Work request => Give the data below again exactly, and drop each picture from it.

(Collected data)
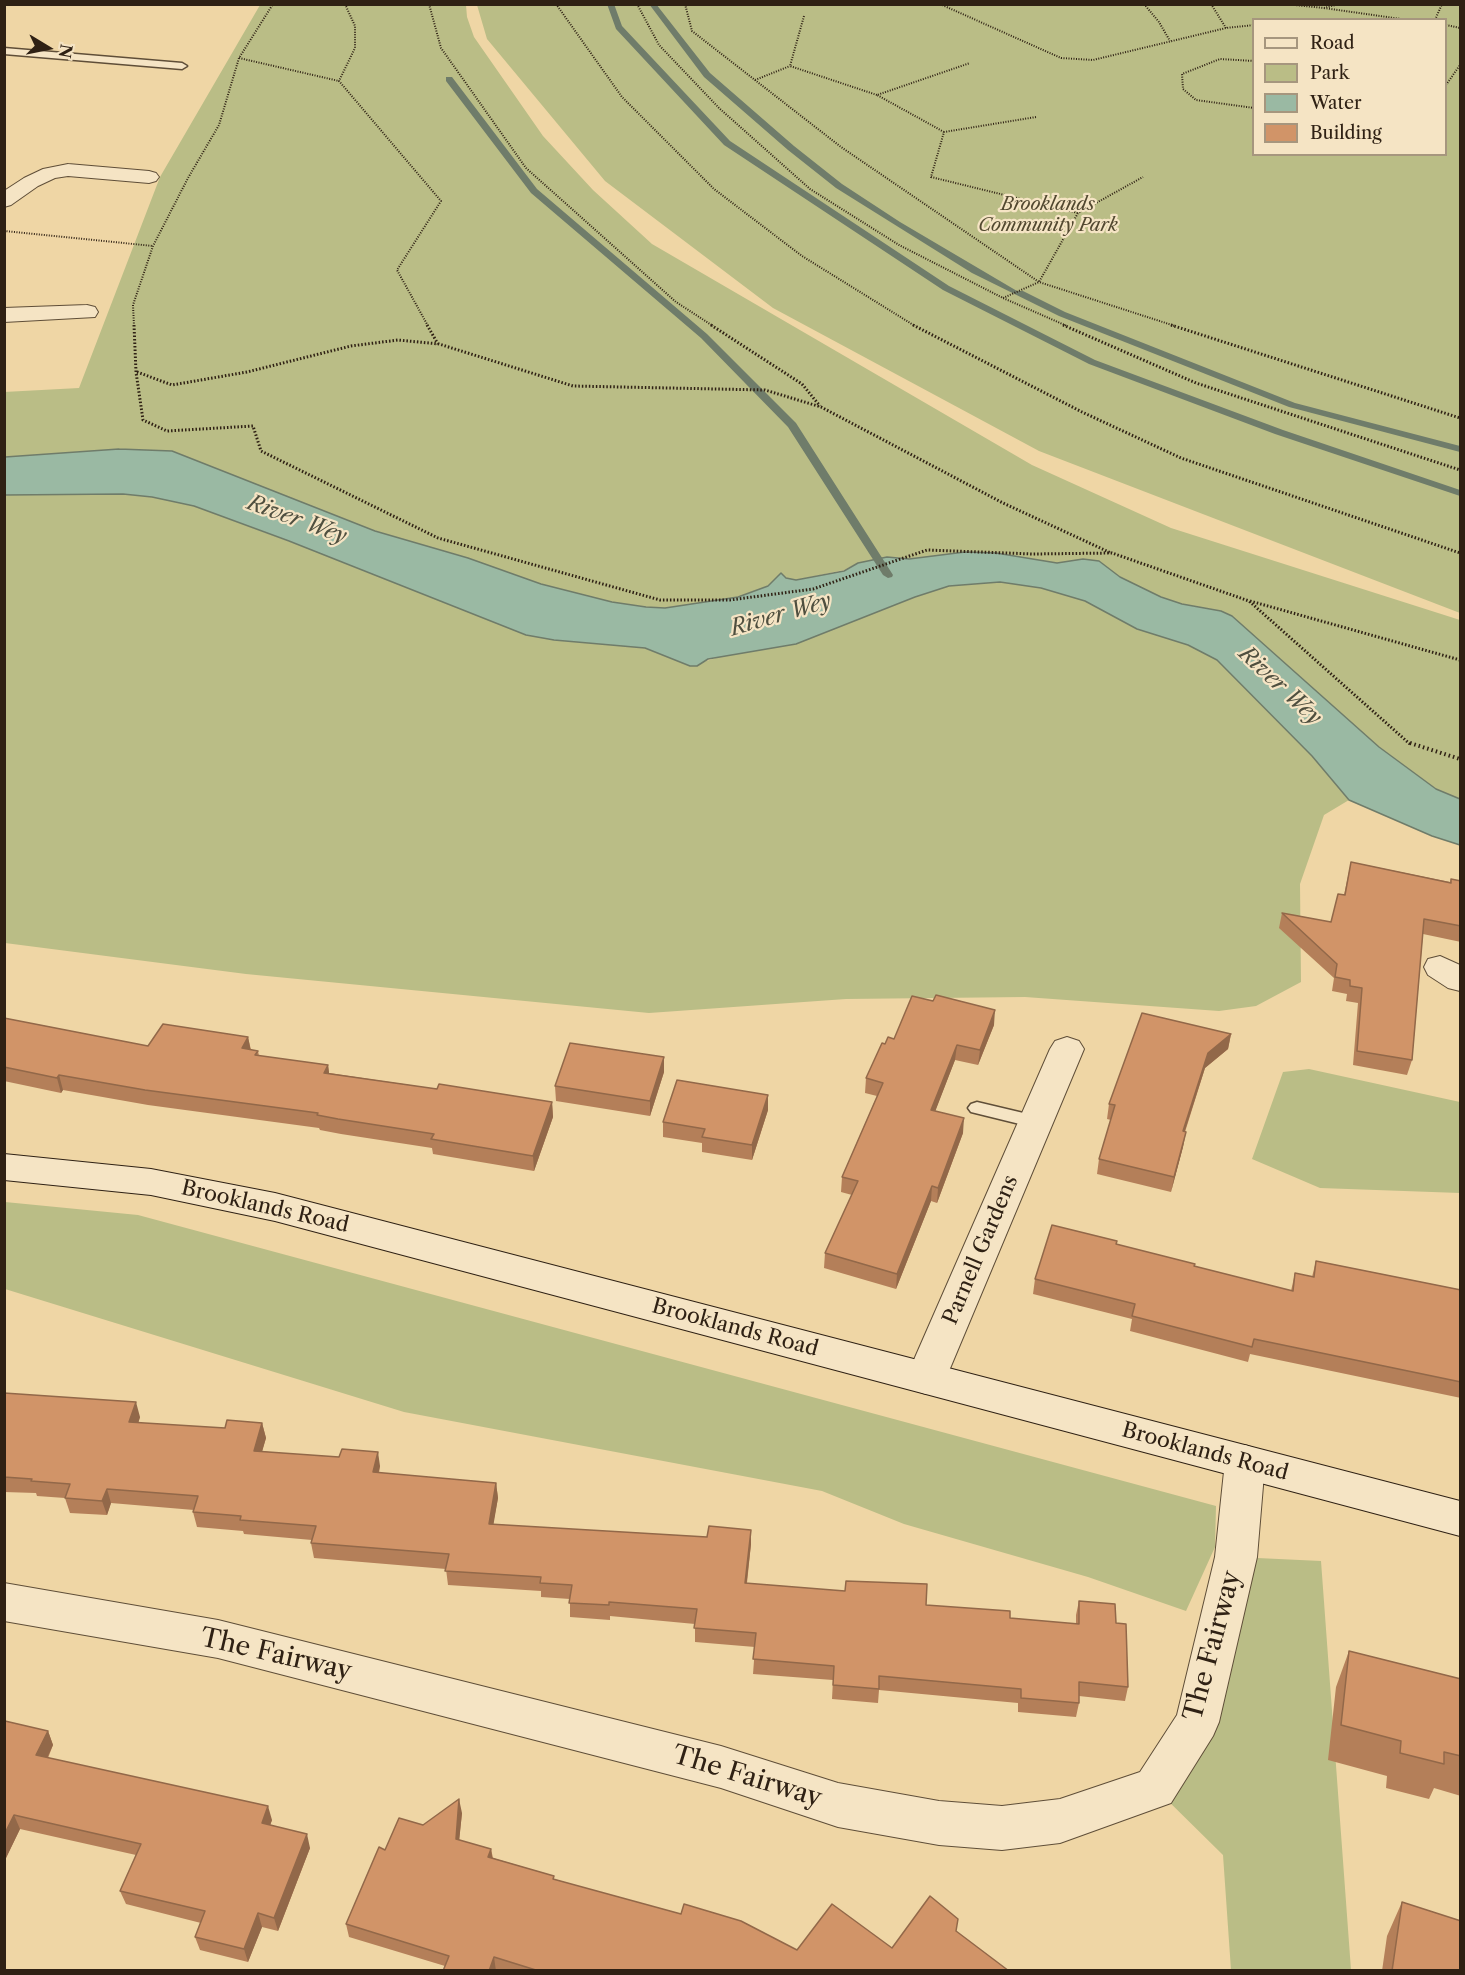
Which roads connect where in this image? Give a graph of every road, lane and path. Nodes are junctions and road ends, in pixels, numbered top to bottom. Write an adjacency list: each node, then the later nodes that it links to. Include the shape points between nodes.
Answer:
1 (273, 4): 21 (path)
2 (345, 4): 28 (path, via 355,26 355,48)
3 (429, 4): 46 (path, via 441,48 526,168 676,302 802,384)
4 (556, 4): 49 (path, via 622,97 714,189 802,256 923,331 1181,458)
5 (637, 4): 41 (path, via 659,45 719,108 810,189 899,245)
6 (685, 4): 27 (path, via 692,31)
7 (940, 4): 19 (path, via 1061,58 1093,60)
8 (1144, 4): 19 (path)
9 (1211, 4): 18 (path)
10 (1284, 4): 13 (path)
11 (1339, 4): 13 (path)
12 (1442, 4): 16 (path)
13 (1324, 8): 15 (path)
14 (804, 16): 26 (path)
15 (1394, 18)
16 (1436, 18)
17 (1252, 25): 18 (path)
18 (1226, 28): 19 (path)
19 (1170, 41)
20 (4, 51): 25 (lane)
21 (239, 58): 28 (path); 39 (path, via 219,125)
22 (1252, 61): 31 (path, via 1220,59 1182,74 1183,90 1196,100)
23 (970, 63): 30 (path)
24 (1461, 65): 29 (path)
25 (182, 66)
26 (790, 66): 27 (path); 30 (path)
27 (755, 80): 40 (path, via 841,147)
28 (339, 81): 44 (path, via 441,201 398,270)
29 (1447, 84)
30 (877, 95): 33 (path)
31 (1252, 108)
32 (1036, 117): 33 (path)
33 (944, 132): 37 (path, via 931,177)
34 (149, 177): 36 (street, via 68,170 31,182)
35 (1143, 177): 37 (path)
36 (4, 201)
37 (1078, 213): 40 (path)
38 (4, 231): 39 (path)
39 (153, 246): 45 (path, via 133,305)
40 (1039, 282): 41 (path); 47 (path)
41 (1004, 298): 48 (path, via 1196,383)
42 (87, 312): 43 (street)
43 (4, 315)
44 (439, 344): 45 (path, via 398,340 351,346 247,372 172,385); 46 (path, via 573,386 765,390)
45 (136, 372): 50 (path, via 143,420 167,431 253,426 261,451 438,538 660,600 730,600 813,589 927,550)
46 (821, 408): 50 (path, via 1003,503)
47 (1461, 418)
48 (1461, 470)
49 (1461, 553)
50 (1112, 554): 51 (path)
51 (1249, 601): 52 (path); 53 (path, via 1413,746)
52 (1461, 660)
53 (1461, 759)
54 (1068, 1049): 56 (street, Parnell Gardens)
55 (977, 1108): 56 (lane)
56 (1036, 1122): 58 (street, Parnell Gardens)
57 (4, 1167): 58 (street, Brooklands Road, via 151,1182 275,1207)
58 (926, 1378): 59 (street, Brooklands Road)
59 (1245, 1462): 60 (street, Brooklands Road); 61 (street, The Fairway, via 1236,1557 1197,1722 1155,1788 1060,1821 1002,1828 939,1823 838,1805 721,1767 229,1642)
60 (1461, 1519)
61 (4, 1602)

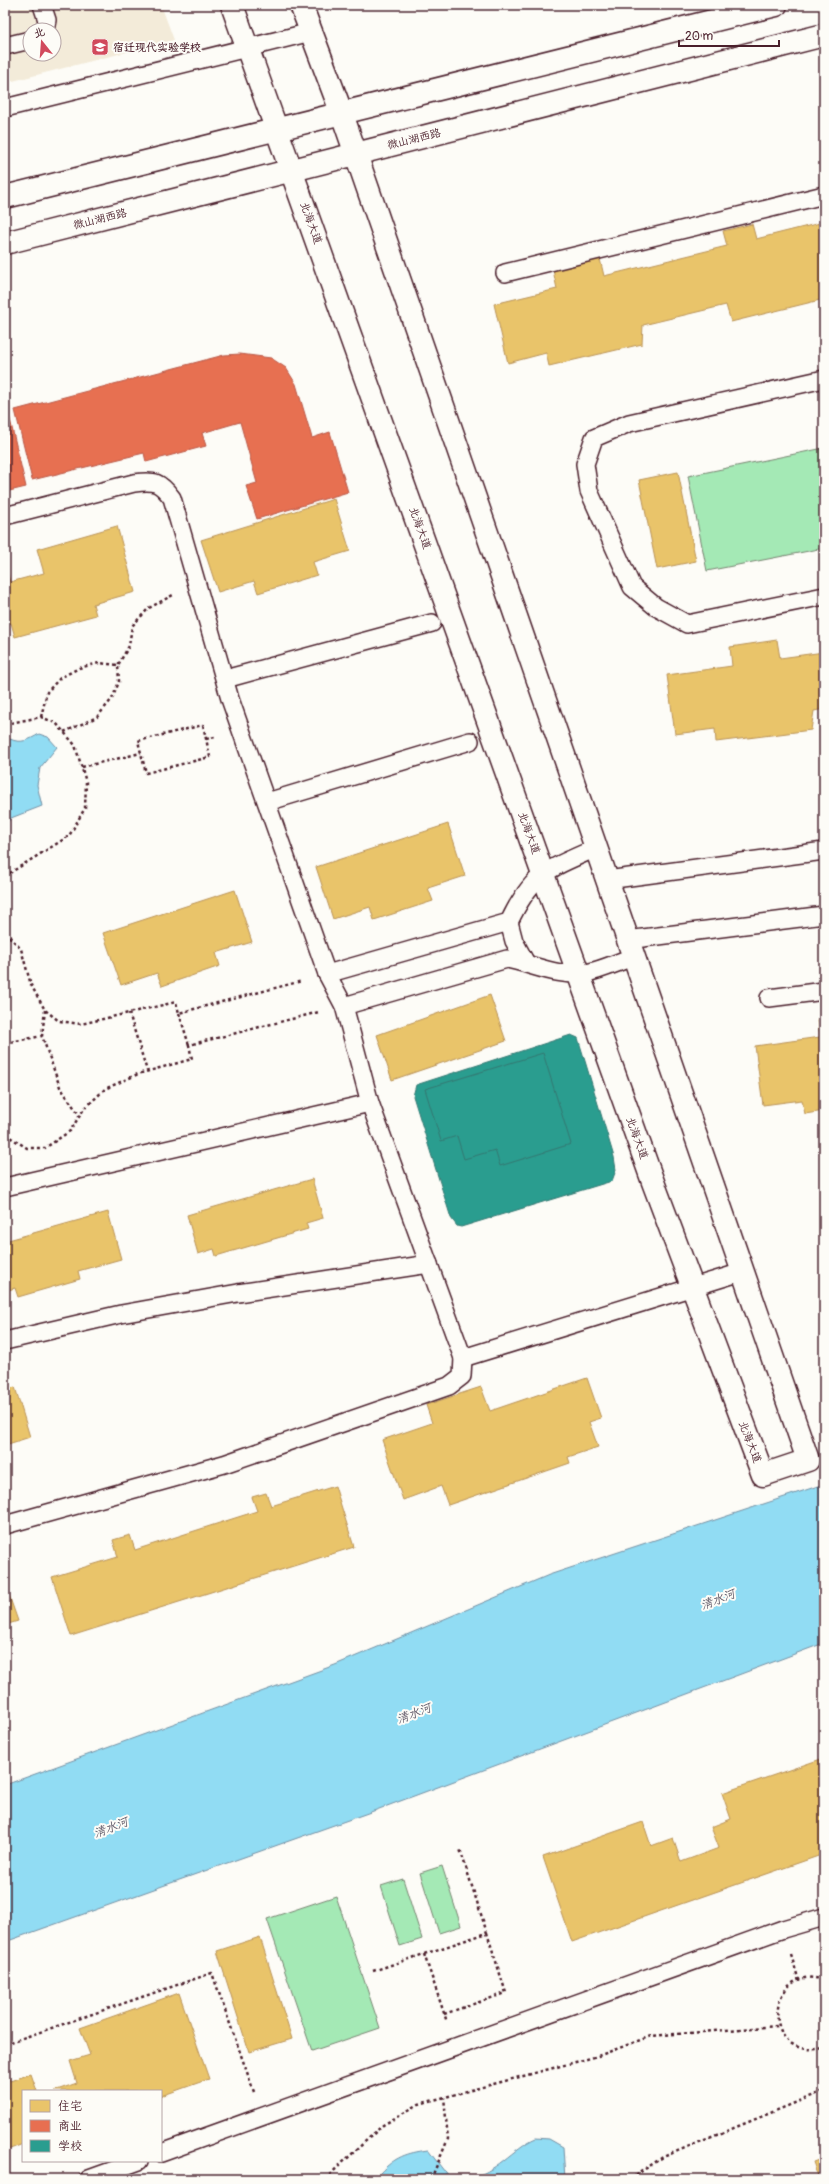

Response box =>
Which roads connect where in this image? Give a graph of every road, lane and path. Nodes are junctions and road ends, in pixels, numbered top to bottom. Write an adjacency list: each node, then the later nodes that it links to. Include the shape points between nodes.
Answer:
1 (273, 4): 21 (path)
2 (345, 4): 28 (path, via 355,26 355,48)
3 (429, 4): 46 (path, via 441,48 526,168 676,302 802,384)
4 (556, 4): 49 (path, via 622,97 714,189 802,256 923,331 1181,458)
5 (637, 4): 41 (path, via 659,45 719,108 810,189 899,245)
6 (685, 4): 27 (path, via 692,31)
7 (940, 4): 19 (path, via 1061,58 1093,60)
8 (1144, 4): 19 (path)
9 (1211, 4): 18 (path)
10 (1284, 4): 13 (path)
11 (1339, 4): 13 (path)
12 (1442, 4): 16 (path)
13 (1324, 8): 15 (path)
14 (804, 16): 26 (path)
15 (1394, 18)
16 (1436, 18)
17 (1252, 25): 18 (path)
18 (1226, 28): 19 (path)
19 (1170, 41)
20 (4, 51): 25 (lane)
21 (239, 58): 28 (path); 39 (path, via 219,125)
22 (1252, 61): 31 (path, via 1220,59 1182,74 1183,90 1196,100)
23 (970, 63): 30 (path)
24 (1461, 65): 29 (path)
25 (182, 66)
26 (790, 66): 27 (path); 30 (path)
27 (755, 80): 40 (path, via 841,147)
28 (339, 81): 44 (path, via 441,201 398,270)
29 (1447, 84)
30 (877, 95): 33 (path)
31 (1252, 108)
32 (1036, 117): 33 (path)
33 (944, 132): 37 (path, via 931,177)
34 (149, 177): 36 (street, via 68,170 31,182)
35 (1143, 177): 37 (path)
36 (4, 201)
37 (1078, 213): 40 (path)
38 (4, 231): 39 (path)
39 (153, 246): 45 (path, via 133,305)
40 (1039, 282): 41 (path); 47 (path)
41 (1004, 298): 48 (path, via 1196,383)
42 (87, 312): 43 (street)
43 (4, 315)
44 (439, 344): 45 (path, via 398,340 351,346 247,372 172,385); 46 (path, via 573,386 765,390)
45 (136, 372): 50 (path, via 143,420 167,431 253,426 261,451 438,538 660,600 730,600 813,589 927,550)
46 (821, 408): 50 (path, via 1003,503)
47 (1461, 418)
48 (1461, 470)
49 (1461, 553)
50 (1112, 554): 51 (path)
51 (1249, 601): 52 (path); 53 (path, via 1413,746)
52 (1461, 660)
53 (1461, 759)
54 (1068, 1049): 56 (street, Parnell Gardens)
55 (977, 1108): 56 (lane)
56 (1036, 1122): 58 (street, Parnell Gardens)
57 (4, 1167): 58 (street, Brooklands Road, via 151,1182 275,1207)
58 (926, 1378): 59 (street, Brooklands Road)
59 (1245, 1462): 60 (street, Brooklands Road); 61 (street, The Fairway, via 1236,1557 1197,1722 1155,1788 1060,1821 1002,1828 939,1823 838,1805 721,1767 229,1642)
60 (1461, 1519)
61 (4, 1602)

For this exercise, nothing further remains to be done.